Make sure you like the sound of these priorities; if you don't, you should
probably reconsider the change of roles.

Lastly, make sure that you understand what you're accountable and responsible
for. Project managers don't (by default) have people responsibility, but at
your company they might. Same question about doing product ownership, agile
coaching, tactical team leadership, reporting, etc.

------
cerrelio
These are based off my current experience in transitioning to a management
role. I'm still a dev, but my manager is "testing me out" for a management
role.

\- Keep current on technologies, what your team uses and wants to use, and
also technologies that might be useful.

\- Know your developers' strengths and weakness, both technical and
interpersonal.

\- Time management. (Can't stress this enough).

\- Ask lots of thoughtful questions (informed by the first item in the list).
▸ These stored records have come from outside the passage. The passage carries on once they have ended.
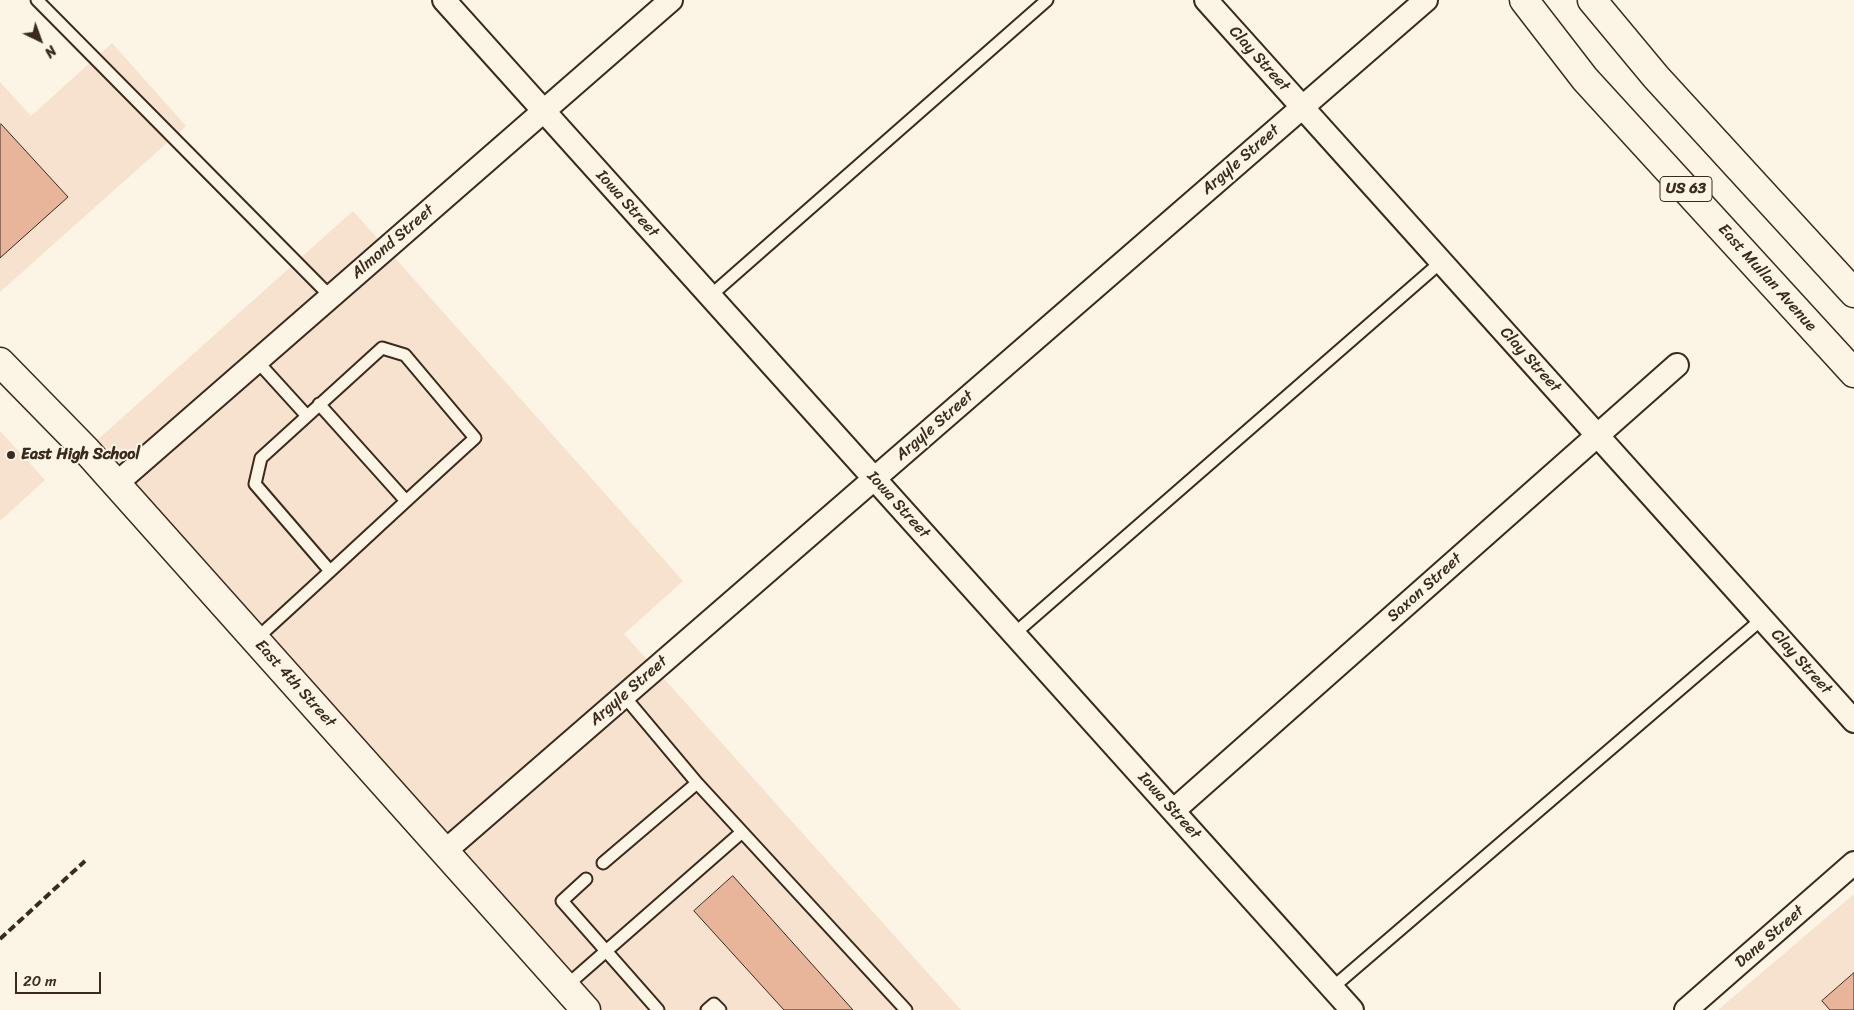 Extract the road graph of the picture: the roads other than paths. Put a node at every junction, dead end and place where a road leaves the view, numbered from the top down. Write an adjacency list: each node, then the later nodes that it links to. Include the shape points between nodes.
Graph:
1 (37, 0): 13 (lane)
2 (444, 0): 10 (street, Iowa Street)
3 (670, 0): 10 (street, Almond Street)
4 (1046, 0): 14 (lane)
5 (1206, 0): 9 (street, Clay Street)
6 (1426, 0): 9 (street, Argyle Street)
7 (1524, 0): 18 (main road, East Mullan Avenue / US 63, via 1586,79)
8 (1592, 0): 12 (main road, via 1656,77)
9 (1302, 107): 11 (street, Clay Street); 22 (street, Argyle Street)
10 (544, 111): 13 (street, Almond Street); 14 (street, Iowa Street)
11 (1441, 262): 21 (street, Clay Street); 27 (lane)
12 (1854, 293)
13 (330, 296): 15 (street, Almond Street)
14 (710, 296): 22 (street, Iowa Street)
15 (257, 361): 20 (lane); 23 (street, Almond Street)
16 (0, 362): 23 (main road, East 4th Street)
17 (1677, 365): 21 (street, Saxon Street)
18 (1854, 373)
19 (320, 404): 20 (lane); 24 (lane); 24 (lane, via 382,348 405,355 475,438)
20 (307, 416): 25 (lane, via 261,458 254,484)
21 (1597, 436): 26 (street, Clay Street); 32 (street, Saxon Street)
22 (874, 479): 27 (street, Iowa Street); 29 (street, Argyle Street)
23 (116, 484): 28 (main road, East 4th Street)
24 (406, 501): 25 (lane)
25 (330, 571): 28 (lane)
26 (1762, 619): 30 (street, Clay Street); 40 (lane)
27 (1014, 634): 32 (street, Iowa Street)
28 (255, 640): 34 (main road, East 4th Street)
29 (624, 696): 31 (lane); 34 (street, Argyle Street)
30 (1854, 721)
31 (697, 783): 33 (lane); 35 (lane)
32 (1173, 811): 40 (street, Iowa Street)
33 (742, 832): 38 (lane); 45 (lane)
34 (444, 852): 39 (main road, East 4th Street)
35 (603, 863)
36 (1854, 863): 47 (street, Dane Street)
37 (586, 879): 38 (lane, via 562,902)
38 (606, 950): 39 (lane); 42 (lane)
39 (565, 987): 41 (main road, East 4th Street)
40 (1332, 988): 46 (street, Iowa Street)
41 (586, 1010)
42 (658, 1010)
43 (707, 1010): 44 (lane, via 714,1004)
44 (720, 1010)
45 (906, 1010)
46 (1352, 1010)
47 (1686, 1010)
\- Develop relationships with other managers, teams and executives. If you
want to manager bigger things, those guys need to see you and know you can do
it.

\- Don't hold grudges. At the end of the day, go home and forget about any
bullshit that occurred.

\- Trust your developers.

\- Don't be afraid to say no.

\- Take risks. Accept responsibility when those risks turn into failures.

\- Give genuine praise.

One sort of cultural thing to keep in mind. It may not apply to you though.
After moving to the Bay Area several years ago I noticed that behavior with
organizations often defaults to passive-aggressive, especially when there's
disagreement. Avoid being passive-aggressive and correct others (in a
professional manner) when they're being passive-aggressive. I used to deal
with more aggressive people when I worked on the East Coast. You know where
you stand at least. PA behavior allows bad sentiment to stew and kills
progress of any sort. Being assertive most of the time will solve this.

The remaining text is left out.